The original sunny garden, which went all crabgrass last year, is now covered with soft straw compost. Once that settles down, we will find ways to combine it with newspapers and cardboard to compost into the soil for next year. Slugs will be put in their place by the beneficial bugs.

Strawberries smell great, but I cannot eat them.
Fortunately, every creature loves them.


Tomatoes - Good for Blood Pressure
Cherry tomatoes are very productive and fun to eat. They are high in potassium, which reduces blood pressure. I had a great reading this morning after making them a regular part of the diet, adding bananas and other good things into the mix.

Both of us like ripe garden tomatoes, almost as much as slugs and squirrels. The answer is to pull in the green ones, keep them with bananas, and ripen them in a box of bananas and tomatoes. A paper bag also works, but they are so rare I would have to buy some on Amazon for $1 each. Instead, I use Amazon boxes.

In fact, any cardboard box of any size is bound to stay here rather than get picked up in the recycle bin.

So I open the ripening box, which smells bananish, and pull out ripe tomatoes to eat whenever the urge strikes me. All I have to do is keep putting the green ones in, sometimes waiting for the break when they start to color. Mrs. I got a large, perfect red one from outdoors, solid red with no damage from slugs or tree rats. She said it was delicious.

Stumped? You need more time in the garden,
less time playing Candy Crush.


Paper Training the Rustic Fence
Our helper and Little Helper wanted to do more work, so I gave them all the cardboard to paper train the rustic fence.

We laid out the dead tree parts in a nifty fence with all kinds of branches and irregularities poking up and out for the birds. The concept was dead tree on the ground for soil creatures and toad shelters, branches sticking up for bird perches.

The initial result was a stand of weeds all around the rustic fence, where the mower did not reach. The Jackson Rose Farm staff lifted the pieces of the tree - with some help from me - and placed cardboard over the weedy area. Fence pieces went back on top. That will suppress weeds while adding more compost to the soil.

The rustic fence is the beginning of the Wild Garden, which we will carpet with cardboard and newspaper, the top part covered for compost and autumn leaves. If all goes well, the Wild Garden will feature some berry plants, various beneficial insect and bird plants,  and sections for Monarch butterflies and hummingbirds.

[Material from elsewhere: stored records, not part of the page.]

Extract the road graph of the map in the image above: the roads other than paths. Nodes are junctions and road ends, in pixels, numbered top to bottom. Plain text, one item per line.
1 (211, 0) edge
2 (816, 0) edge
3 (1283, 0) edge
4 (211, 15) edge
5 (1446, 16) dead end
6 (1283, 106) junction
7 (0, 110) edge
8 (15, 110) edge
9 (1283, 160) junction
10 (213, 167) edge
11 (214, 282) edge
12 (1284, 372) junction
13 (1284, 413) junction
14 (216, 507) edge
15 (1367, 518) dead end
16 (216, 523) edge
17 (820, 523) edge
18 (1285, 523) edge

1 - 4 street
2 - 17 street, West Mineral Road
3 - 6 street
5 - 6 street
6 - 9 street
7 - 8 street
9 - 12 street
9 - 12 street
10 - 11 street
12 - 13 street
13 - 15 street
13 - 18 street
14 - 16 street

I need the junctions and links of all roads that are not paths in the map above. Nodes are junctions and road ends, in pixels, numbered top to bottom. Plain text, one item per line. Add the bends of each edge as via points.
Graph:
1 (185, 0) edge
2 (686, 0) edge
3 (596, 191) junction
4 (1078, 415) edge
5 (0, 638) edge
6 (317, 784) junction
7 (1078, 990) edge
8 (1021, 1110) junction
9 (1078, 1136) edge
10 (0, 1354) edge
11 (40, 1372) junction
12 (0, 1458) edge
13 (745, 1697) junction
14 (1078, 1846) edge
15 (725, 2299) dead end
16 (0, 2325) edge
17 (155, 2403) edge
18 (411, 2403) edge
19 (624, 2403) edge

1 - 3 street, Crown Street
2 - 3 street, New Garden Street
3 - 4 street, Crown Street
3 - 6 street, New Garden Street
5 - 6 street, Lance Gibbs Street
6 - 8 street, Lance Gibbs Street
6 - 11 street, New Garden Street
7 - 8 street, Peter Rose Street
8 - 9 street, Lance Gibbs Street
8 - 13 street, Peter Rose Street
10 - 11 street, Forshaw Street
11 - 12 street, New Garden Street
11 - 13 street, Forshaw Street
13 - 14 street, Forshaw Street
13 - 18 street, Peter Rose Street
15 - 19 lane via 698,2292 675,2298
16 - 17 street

Our helper said, "Less mowing, more trimming, but always a new job to do." That sums it up. Rather than boring grass, we will have many exciting plants and a large collection of interesting plants and creatures.



Selective Diversity
I knew when "Diversity Training" began in various institutions that another agenda was behind it. They really mean Selective Diversity - allowing the Left to determine the only form of expression allowed, since anything else is a hate crime - like the novel 1984, where thought can be a crime.

Selective Diversity has no room for God, the Creation, or diversity of thought. The idea is control, and the results are the same as spraying down the yard with various toxins to achieve the photogenic garden of Photoshopped gardening magazines.

The Founders of our country believed in Creation and in religious freedom. Now that Creation itself is a thought crime, not allowed in science, the schools, or mainline denominations, religious freedom is also being exterminated, one diversity program at a time.